Understanding Privacy [Daniel Solove] — A law professor’s take on what constitutes privacy. Solove wants to conceptualize privacy in terms of clusters of related ideas rather than take a single definition, and he tries to put a headier philosophical spin on it by invoking Wittgenstein. I found the book a bit overwritten but it does parse out the things we call privacy, especially in the longest chapter on the taxonomy of privacy. It’s not a very long book, but it has a number of good examples and also case law to show how muddled our legal definitions have become. He also makes a strong case for increased protections and shows how the law is blind to the effects of information aggregation, for example.

The Fall of the Stone City [Ismail Kadare] — An allegorical novel by a Man Booker prize winner chronicling the Nazi occupation and the communist takeover of Gjirokaster, an old Albanian city. It’s a dark absurdist comedy, partly in the vein of Kafka but with a bit of… Calvino almost. The tone of the book (probably a testament to the translator) has this almost academic detachment, gently mocking as it describes the ways in which the victors try to rewrite history.

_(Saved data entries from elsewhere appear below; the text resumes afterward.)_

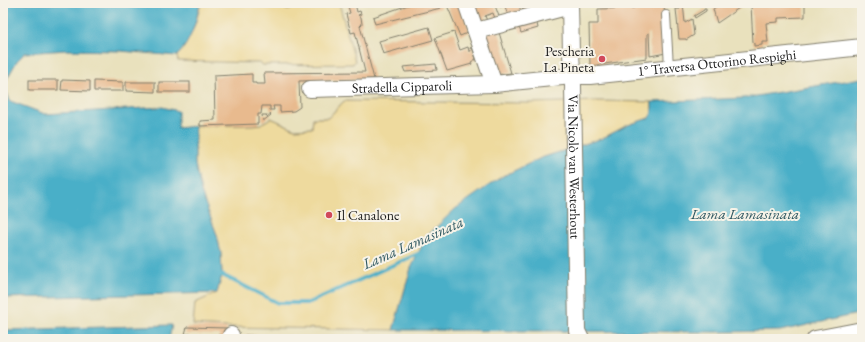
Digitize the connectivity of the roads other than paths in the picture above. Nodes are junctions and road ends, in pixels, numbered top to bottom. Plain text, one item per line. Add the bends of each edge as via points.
1 (466, 3) edge
2 (570, 4) edge
3 (666, 15) dead end
4 (476, 31) junction
5 (862, 46) edge
6 (669, 67) junction
7 (572, 81) junction
8 (494, 84) junction
9 (310, 89) dead end
10 (862, 330) edge
11 (577, 336) edge
12 (815, 339) edge

1 - 4 street
2 - 4 street
2 - 7 street, Via Nicolò van Westerhout
3 - 6 lane
4 - 8 street
5 - 6 street, 1° Traversa Ottorino Respighi
6 - 7 street, 1° Traversa Ottorino Respighi via 590,76
7 - 8 street, Stradella Cipparoli
7 - 11 street, Via Nicolò van Westerhout
8 - 9 street, Stradella Cipparoli
10 - 12 street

Invisible Men [Becky Pettit] — A sobering look at how mass incarceration interacts with official statistics. Because most surveys are household-based, they do not count the increasingly larger incarcerated population, thereby introducing a systematic racialized bias in the statistics used for public policy. In particular, Pettit shows how this bias leads to underestimation of racial inequity because the (mainly young black male) prisoners are “erased” in the official records.

The Rise of Ransom City [Felix Gilman] — A sequel to The Half-Made World, and a wondrously engrossing read it is too, filled with the clash of ideas, the corruption of corporations, the “borrowing” and evolution of ideas, and the ravages of industrialization. Also has a healthy dose of Mark Twain for good measure.

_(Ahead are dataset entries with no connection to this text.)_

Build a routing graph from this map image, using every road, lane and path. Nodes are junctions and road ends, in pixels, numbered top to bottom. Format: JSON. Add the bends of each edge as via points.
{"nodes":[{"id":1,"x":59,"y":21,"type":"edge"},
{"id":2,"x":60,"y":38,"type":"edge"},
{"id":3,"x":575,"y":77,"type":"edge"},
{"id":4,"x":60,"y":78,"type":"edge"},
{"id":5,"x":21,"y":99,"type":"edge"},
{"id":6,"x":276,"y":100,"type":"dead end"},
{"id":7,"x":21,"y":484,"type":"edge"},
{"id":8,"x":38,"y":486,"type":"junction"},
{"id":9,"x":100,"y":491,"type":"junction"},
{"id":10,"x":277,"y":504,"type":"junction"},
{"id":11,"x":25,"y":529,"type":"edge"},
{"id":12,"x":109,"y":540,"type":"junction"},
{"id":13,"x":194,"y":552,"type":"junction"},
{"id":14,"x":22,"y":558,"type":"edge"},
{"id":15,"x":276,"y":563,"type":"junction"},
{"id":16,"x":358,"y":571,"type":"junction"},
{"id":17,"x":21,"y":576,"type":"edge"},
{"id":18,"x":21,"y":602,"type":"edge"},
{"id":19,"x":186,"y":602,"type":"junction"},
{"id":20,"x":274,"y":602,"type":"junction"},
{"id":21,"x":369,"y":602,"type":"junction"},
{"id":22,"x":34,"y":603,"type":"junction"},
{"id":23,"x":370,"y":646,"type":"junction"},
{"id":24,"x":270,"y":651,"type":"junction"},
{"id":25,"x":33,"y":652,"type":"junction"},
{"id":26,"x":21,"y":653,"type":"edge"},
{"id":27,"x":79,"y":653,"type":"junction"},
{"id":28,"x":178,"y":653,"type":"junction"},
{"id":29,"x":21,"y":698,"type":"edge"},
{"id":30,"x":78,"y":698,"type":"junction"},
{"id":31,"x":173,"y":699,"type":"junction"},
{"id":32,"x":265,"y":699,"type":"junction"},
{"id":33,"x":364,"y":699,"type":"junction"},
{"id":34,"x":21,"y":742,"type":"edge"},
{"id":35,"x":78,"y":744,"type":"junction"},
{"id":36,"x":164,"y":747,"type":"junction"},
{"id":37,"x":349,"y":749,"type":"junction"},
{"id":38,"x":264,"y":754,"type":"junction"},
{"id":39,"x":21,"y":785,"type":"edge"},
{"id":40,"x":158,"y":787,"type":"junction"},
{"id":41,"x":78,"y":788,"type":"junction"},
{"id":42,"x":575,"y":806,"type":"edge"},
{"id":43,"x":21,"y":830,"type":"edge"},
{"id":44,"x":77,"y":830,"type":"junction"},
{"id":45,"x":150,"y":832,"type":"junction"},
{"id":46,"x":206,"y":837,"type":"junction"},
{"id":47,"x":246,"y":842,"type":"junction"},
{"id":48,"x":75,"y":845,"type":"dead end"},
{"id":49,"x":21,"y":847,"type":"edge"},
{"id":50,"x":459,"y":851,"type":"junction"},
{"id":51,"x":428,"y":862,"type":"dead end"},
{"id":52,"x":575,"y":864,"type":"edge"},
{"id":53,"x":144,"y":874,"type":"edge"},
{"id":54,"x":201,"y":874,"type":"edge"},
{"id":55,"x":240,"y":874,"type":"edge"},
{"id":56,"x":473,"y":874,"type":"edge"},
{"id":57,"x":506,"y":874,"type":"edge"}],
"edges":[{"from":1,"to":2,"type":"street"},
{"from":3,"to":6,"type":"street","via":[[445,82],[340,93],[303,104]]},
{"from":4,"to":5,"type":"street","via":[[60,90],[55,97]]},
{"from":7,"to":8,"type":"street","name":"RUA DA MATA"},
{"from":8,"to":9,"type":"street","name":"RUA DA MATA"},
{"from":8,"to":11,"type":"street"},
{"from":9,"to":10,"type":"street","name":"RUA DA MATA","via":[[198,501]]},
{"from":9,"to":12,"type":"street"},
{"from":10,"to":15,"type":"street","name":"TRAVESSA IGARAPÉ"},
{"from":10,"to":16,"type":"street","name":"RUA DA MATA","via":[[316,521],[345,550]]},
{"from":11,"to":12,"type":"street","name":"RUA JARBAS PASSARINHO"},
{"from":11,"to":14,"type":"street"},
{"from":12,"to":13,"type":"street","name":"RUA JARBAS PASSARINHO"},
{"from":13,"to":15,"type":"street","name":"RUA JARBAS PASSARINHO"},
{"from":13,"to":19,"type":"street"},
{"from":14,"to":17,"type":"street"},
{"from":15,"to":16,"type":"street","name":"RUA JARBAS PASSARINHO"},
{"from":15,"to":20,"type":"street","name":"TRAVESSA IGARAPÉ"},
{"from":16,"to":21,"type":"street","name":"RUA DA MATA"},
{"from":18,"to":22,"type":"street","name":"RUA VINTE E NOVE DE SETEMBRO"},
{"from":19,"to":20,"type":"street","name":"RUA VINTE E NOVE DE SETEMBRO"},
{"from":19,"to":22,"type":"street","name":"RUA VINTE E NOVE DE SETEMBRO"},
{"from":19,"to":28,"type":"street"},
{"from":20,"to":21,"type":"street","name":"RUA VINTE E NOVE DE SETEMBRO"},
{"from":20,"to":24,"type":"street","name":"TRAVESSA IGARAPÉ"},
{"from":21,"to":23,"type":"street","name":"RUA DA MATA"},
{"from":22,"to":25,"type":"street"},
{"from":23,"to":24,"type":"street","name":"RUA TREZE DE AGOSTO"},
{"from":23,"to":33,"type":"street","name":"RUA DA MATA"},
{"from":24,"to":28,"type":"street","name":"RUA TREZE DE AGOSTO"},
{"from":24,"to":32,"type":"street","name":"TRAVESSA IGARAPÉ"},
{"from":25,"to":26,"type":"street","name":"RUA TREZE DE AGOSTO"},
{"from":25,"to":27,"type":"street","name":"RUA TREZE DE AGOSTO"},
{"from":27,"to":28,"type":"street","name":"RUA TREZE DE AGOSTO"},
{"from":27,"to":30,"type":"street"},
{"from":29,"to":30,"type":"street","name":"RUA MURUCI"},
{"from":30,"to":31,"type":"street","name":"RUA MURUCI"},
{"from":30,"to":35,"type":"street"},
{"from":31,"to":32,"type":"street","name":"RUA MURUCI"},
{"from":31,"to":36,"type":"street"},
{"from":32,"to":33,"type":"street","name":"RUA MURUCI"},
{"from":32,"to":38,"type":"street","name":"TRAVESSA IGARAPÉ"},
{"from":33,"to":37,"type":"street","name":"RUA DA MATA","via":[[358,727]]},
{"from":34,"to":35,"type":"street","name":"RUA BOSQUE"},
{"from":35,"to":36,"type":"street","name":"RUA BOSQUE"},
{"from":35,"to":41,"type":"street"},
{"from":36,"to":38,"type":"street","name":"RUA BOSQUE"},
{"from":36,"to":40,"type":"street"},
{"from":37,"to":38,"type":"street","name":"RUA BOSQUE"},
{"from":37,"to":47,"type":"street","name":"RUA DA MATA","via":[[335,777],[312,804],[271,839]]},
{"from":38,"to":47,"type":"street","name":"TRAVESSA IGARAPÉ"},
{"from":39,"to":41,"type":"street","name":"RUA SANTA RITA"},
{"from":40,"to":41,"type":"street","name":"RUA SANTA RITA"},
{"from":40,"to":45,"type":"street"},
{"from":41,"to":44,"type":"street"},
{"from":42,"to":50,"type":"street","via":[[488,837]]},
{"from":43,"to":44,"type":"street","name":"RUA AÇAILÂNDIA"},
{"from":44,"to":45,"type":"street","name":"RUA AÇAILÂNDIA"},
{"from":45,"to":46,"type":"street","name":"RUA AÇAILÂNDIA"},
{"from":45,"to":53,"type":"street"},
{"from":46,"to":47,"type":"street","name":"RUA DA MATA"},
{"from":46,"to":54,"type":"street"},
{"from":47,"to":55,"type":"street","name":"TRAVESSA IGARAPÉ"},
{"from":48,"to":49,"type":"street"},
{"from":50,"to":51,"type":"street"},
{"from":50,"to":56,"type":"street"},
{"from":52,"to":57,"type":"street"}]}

On Lalitha’s recommendation I read Frank Nielsen’s paper “Cramer-Rao Lower Bound and Information Geometry,” which is a survey how C.R. Rao’s work has impacted information geometry. I remember spending some time in grad school trying to learn information geometry (mostly for fun), but since it ended up not being particularly useful in my research, I’m afraid a lot of it has leaked out of my ears. This paper has a short introduction to the Cramer-Rao lower bound and an introduction to information geometry which might be a nice read for some of the readers of this blog. It’s certainly faster than trying to read Amari’s monograph! In particular, it goes over the “highlights” of geodesics and other geometric features on the manifold of probability distributions.

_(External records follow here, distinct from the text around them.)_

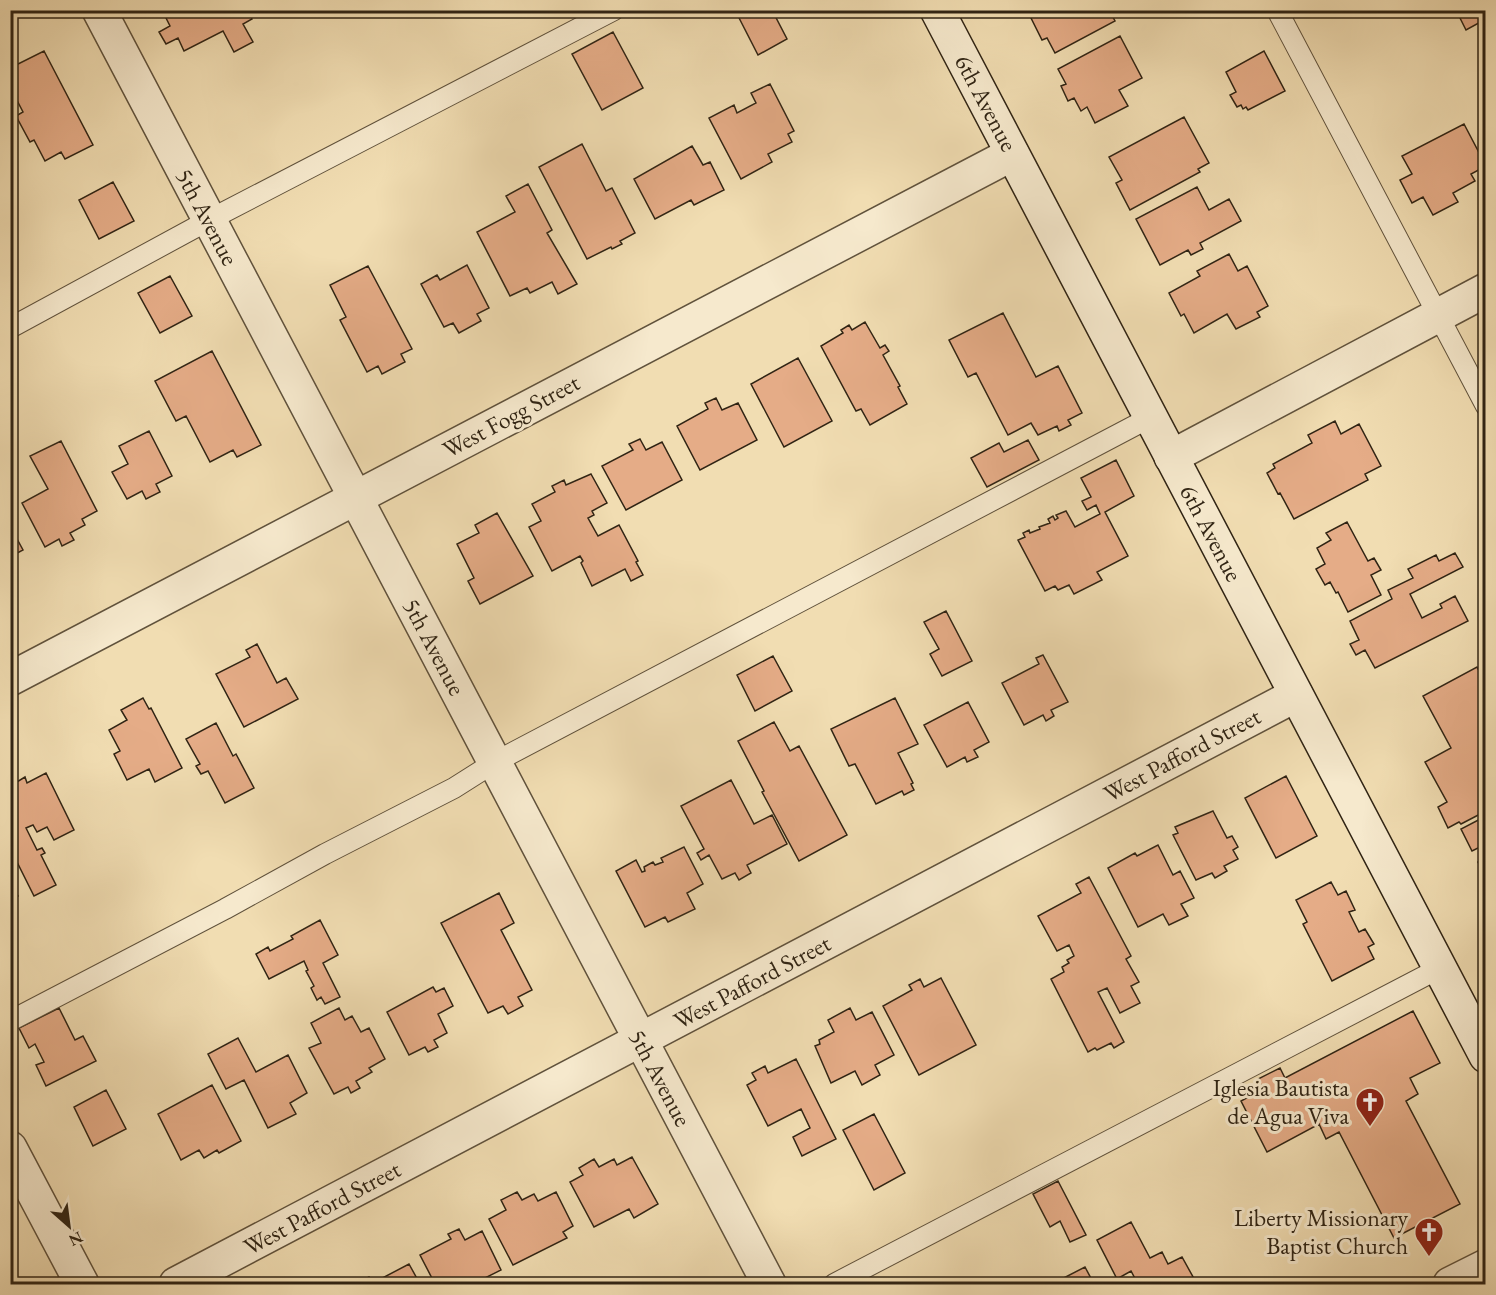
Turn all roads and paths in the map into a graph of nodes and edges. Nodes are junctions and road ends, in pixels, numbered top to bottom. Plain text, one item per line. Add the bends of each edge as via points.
1 (99, 10) edge
2 (614, 10) edge
3 (937, 10) edge
4 (1277, 10) edge
5 (1012, 154) junction
6 (209, 220) junction
7 (1485, 290) edge
8 (1438, 316) junction
9 (10, 328) edge
10 (1485, 406) edge
11 (1151, 417) junction
12 (1171, 457) junction
13 (355, 498) junction
14 (10, 679) edge
15 (1296, 695) junction
16 (495, 762) junction
17 (1440, 968) junction
18 (10, 1021) edge
19 (641, 1040) junction
20 (1485, 1056) edge
21 (10, 1148) edge
22 (1485, 1266) edge
23 (82, 1284) edge
24 (176, 1284) edge
25 (769, 1284) edge
26 (834, 1284) edge
27 (1450, 1284) edge

1 - 6 street, 5th Avenue
2 - 6 lane
3 - 5 street, 6th Avenue
4 - 8 lane
5 - 11 street, 6th Avenue
5 - 13 street, West Fogg Street
6 - 9 lane
6 - 13 street, 5th Avenue
7 - 8 street
8 - 10 lane
8 - 12 street
11 - 12 street, 6th Avenue
11 - 16 lane
12 - 15 street, 6th Avenue
13 - 14 street, West Fogg Street
13 - 16 street, 5th Avenue
15 - 17 street, 6th Avenue
15 - 19 street, West Pafford Street
16 - 18 lane via 454,788
16 - 19 street, 5th Avenue
17 - 20 street, 6th Avenue
17 - 26 lane
19 - 24 street, West Pafford Street
19 - 25 street, 5th Avenue
21 - 23 street
22 - 27 street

The paper mentions the sub-family of f-divergences known as $\alpha$-divergences, which are given by

$D_{\alpha}(p \| q) = \frac{4}{1 - \alpha^2} \left( 1 - \int p(x)^{(1 - \alpha)/2)} q(x)^{(1 + \alpha)/2} dx \right)$

The KL divergence is $D_{-1}(p \| q)$ — you have to take the limit as $\alpha \to -1$. Within this family of divergences we have the relation $D_{\alpha}(p \| q) = D_{-\alpha}(q \| p)$. Consider a pair of random variables $(X,Y)$ with joint distribution $P_{XY}$ and marginal distributions $P_X$ and $P_Y$. If we take $q = P_X P_Y$ and $p = P_{XY}$ then the mutual information is $D_{-1}( p \| q )$. But we can also take

$D_{-1}( P_{X} P_{Y} \| P_{XY}) = D_1( P_{XY} \| P_{X} P_{Y} )$

Thus it turns out that the “lautum information” defined by Palomar and Verdú is a special case of this: it’s the 1-divergence between the the joint distribution and the product of the marginals. While their paper mentions the lautum information is an f-divergence, it doesn’t discuss this connection to this family of divergences. Nielsen’s paper calls this the “reverse Kullback-Leibler divergence,” but some googling doesn’t seem to indicate that this is a common term, or indeed if it has some use in information geometry. Palomar and Verdú give several operational interpretations of the lautum information.